Basurín
Basurín es uno de los Eco-Monsterz encargados de enseñar sobre limpieza urbana y recolección de residuos de forma divertida. Este personaje promueve la importancia de mantener nuestros espacios limpios y libres de contaminación.
Basurín es uno de los Eco-Monsterz encargados de enseñar sobre limpieza urbana y recolección de residuos de forma divertida. Este personaje promueve la importancia de mantener nuestros espacios limpios y libres de contaminación.
En la escuela ecológica Anáhuac, sucedía algo mágico y sorprendente. Esta escuela había sido elegida por ser un ejemplo en cuidar el medio ambiente, y en sus jardines, salones y patios vivían seres pequeñitos y misteriosos: ¡los Ecomonsters!
Estos diez monstruitos ecológicos aparecían solo cuando alguien hacía algo bueno por la naturaleza.
Una mañana soleada, después de la activación, el Director reunió a todos los niños en la explanada y les dijo con voz firme pero alegre:
—¡Hoy inicia la gran misión ecológica! Deben buscar a los Ecomonsters escondidos por toda la escuela y aprender sus superpoderes para convertirse en héroes verdes.
Los niños saltaron de emoción y corrieron a todos los rincones.
Primero encontraron a Energón, que brillaba como un rayo.
—"¡La energía se cuida con alegría!" —decía mientras les enseñaba a apagar las luces y a desconectar los aparatos cuando no se usan.
En el huerto escolar, bailaba Greeny, rodeado de plantas y flores.
—"¡Verde es mi color, cuidar es mi amor!" —decía mientras ayudaba a sembrar semillas y cuidar los árboles.
Cerca de los botes de reciclaje, giraba Recyklón.
—"¡Reciclar para transformar!" —enseñaba a separar papel, plástico y latas para darles una nueva vida.
En los lavabos, chapoteaba Gotini.
—"¡Cada gota cuenta!" —recordaba cerrar las llaves y usar el agua de forma responsable.
En los pasillos, perfumados y limpios, estaba Ambientuli.
—"¡El ambiente limpio es alegría para todos!" —animaba a mantener todo ordenado y sin basura.
Cerca de la fuente, acariciando una tortuguita, estaba Pettito.
—"¡ Dame tus botellas y haré magia!" —enseñaba a recolectar botellas de PET, las convertía en juguetes y prendas de vestir.

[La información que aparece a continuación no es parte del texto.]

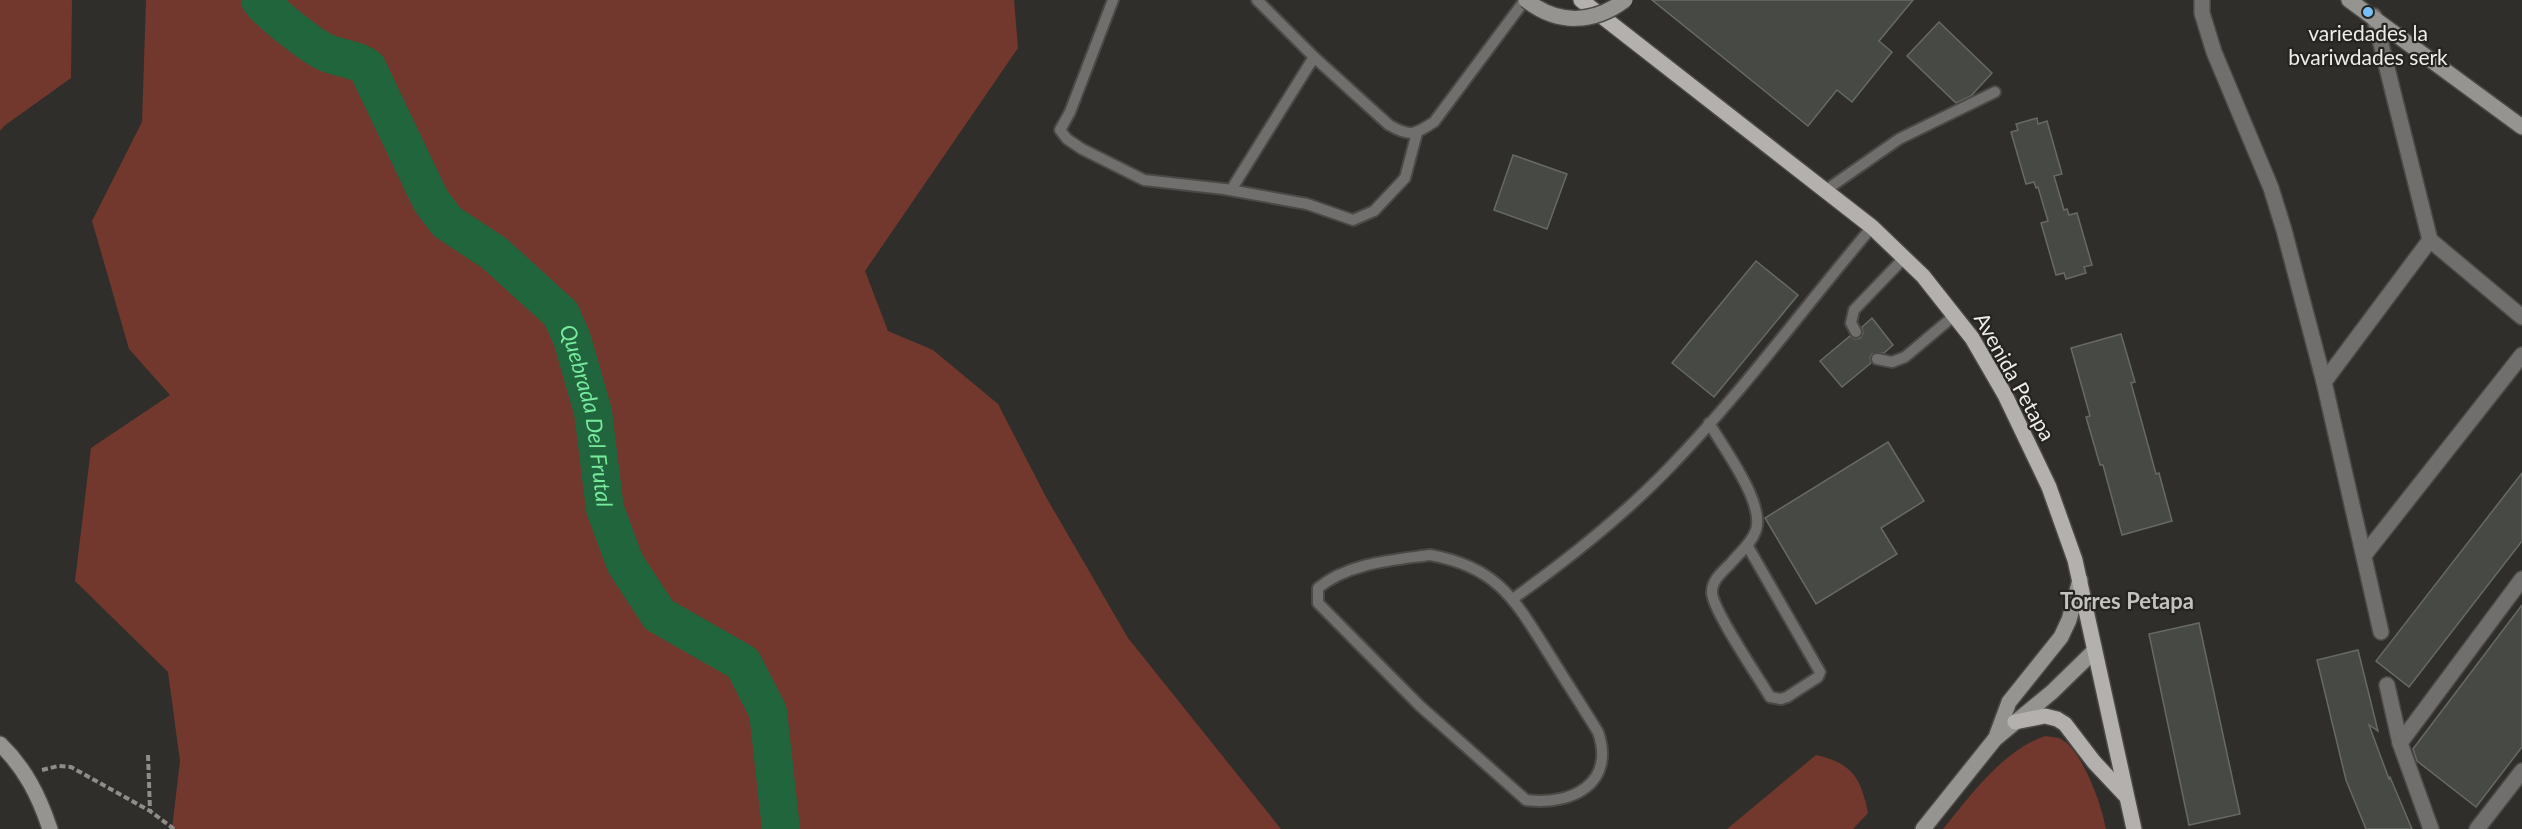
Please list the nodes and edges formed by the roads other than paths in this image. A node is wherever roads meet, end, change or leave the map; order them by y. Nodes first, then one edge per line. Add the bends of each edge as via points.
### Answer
1 (1113, 0) edge
2 (1257, 0) edge
3 (1525, 0) edge
4 (1581, 0) edge
5 (1625, 0) edge
6 (2202, 0) edge
7 (2349, 0) edge
8 (2374, 16) junction
9 (1314, 57) junction
10 (1995, 92) dead end
11 (2522, 127) edge
12 (1417, 133) junction
13 (1231, 190) junction
14 (1826, 190) junction
15 (1872, 227) junction
16 (2430, 240) junction
17 (1905, 257) junction
18 (1955, 315) junction
19 (2522, 317) edge
20 (1856, 332) dead end
21 (2522, 355) edge
22 (1877, 358) dead end
23 (2324, 382) junction
24 (1709, 423) junction
25 (1747, 545) junction
26 (2365, 554) junction
27 (2522, 579) edge
28 (2080, 580) junction
29 (1514, 598) junction
30 (2381, 632) dead end
31 (2094, 651) junction
32 (2387, 685) dead end
33 (2015, 722) junction
34 (1995, 739) junction
35 (2400, 743) junction
36 (0, 744) edge
37 (2522, 771) edge
38 (2127, 797) junction
39 (50, 829) edge
40 (1923, 829) edge
41 (2134, 829) edge
42 (2431, 829) edge
43 (2477, 829) edge

1 - 13 lane via 1060,130 1082,149 1144,180
2 - 9 lane
3 - 5 main road, bridge via 1550,13 1575,18 1599,16
3 - 12 lane via 1434,122
4 - 14 main road, Avenida Petapa
6 - 23 street via 2202,14 2214,52 2267,178 2284,230
7 - 8 main road
8 - 11 main road
8 - 16 street
9 - 12 lane via 1389,125 1403,133
9 - 13 lane
10 - 14 lane via 1899,139
12 - 13 lane via 1405,178 1374,211 1353,220 1307,204
14 - 15 main road, Avenida Petapa
15 - 17 main road, Avenida Petapa
15 - 24 lane
16 - 19 street
16 - 23 street
17 - 18 main road, Avenida Petapa
17 - 20 lane via 1854,310 1851,323
18 - 22 lane via 1905,357 1892,362
18 - 28 main road, Avenida Petapa via 2005,395 2049,487
21 - 26 street
23 - 26 street
24 - 25 lane via 1755,506 1756,530
24 - 29 lane via 1668,469 1598,535
25 - 25 lane via 1716,580 1712,593 1719,612 1770,697 1781,699 1820,672
26 - 30 street
27 - 35 street
28 - 31 main road, Avenida Petapa
28 - 34 main road via 2061,638 2009,702
29 - 29 lane via 1488,576 1456,559 1430,555 1351,570 1325,582 1316,595 1336,624 1420,706 1526,800 1561,800 1584,789 1597,775 1602,765 1602,743
31 - 33 main road
31 - 38 main road, Avenida Petapa
32 - 35 street
33 - 34 main road
33 - 38 main road via 2045,716 2065,724
34 - 40 main road
35 - 42 street
36 - 39 main road via 27,775
37 - 43 street
38 - 41 main road, Avenida Petapa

En la biblioteca, revisando un gran mapa, encontraron a Planetiko.
—"¡El planeta es nuestra casa, vamos a protegerla!" —compartía datos curiosos sobre la Tierra y consejos para cuidarla.
Al lado del contenedor principal, estaba Basurín, con su gran escoba y su saco.
—"¡Menos basura, más futuro!" —enseñaba a recoger y reducir los residuos.
Cerca del estacionamiento, pedaleaba Rodón en una bicicleta llena de colores.
—"¡Pedalea y salva al planeta!" —motivaba a usar la bici en lugar del coche para reducir la contaminación.
Finalmente, en el huerto de composta, se escuchaba un ruido curioso. Era Compostini, el monstruito más travieso y glotón.
—"¡La basura orgánica es mi festín!" —gritaba feliz mientras se comía las cáscaras y restos de frutas para convertirlos en tierra fértil y llena de vida.
Los niños comenzaron a imitar a cada Ecomonster: apagaron luces, plantaron árboles, usaron la bici, cuidaron a los animales, separaron la basura y llevaron restos orgánicos a la composta.
Entonces, algo mágico sucedió. Los diez Ecomonsters comenzaron a brillar con luces de todos los colores. Se unieron en un gran remolino de energía y, en medio de destellos y hojas que volaban, nació Térragon.
Térragon era como un dragón, era algo así como la fusión armónica de todos los Ecomonsters. Tenía un globo terráqueo luminoso en su corazón que latía con energía vital. Su misión no era destruir, sino restaurar la vida y mantener el equilibrio planetario.
—"¡Yo soy Térragon, el guardián cósmico de la naturaleza!" —dijo con voz fuerte y bondadosa.
—"Cuando todas las energías se unen, surge la fuerza verdadera para proteger nuestro planeta. Si cada uno de ustedes practica estos superpoderes todos los días, juntos podrán convertirse en un gran Térragon."
Los niños, con los ojos llenos de asombro, sintieron que su corazón latía al ritmo del planeta.
Desde ese día, cada uno se convirtió en un pequeño héroe ecológico, demostrando que las acciones pequeñas, unidas, pueden cambiar el mundo entero.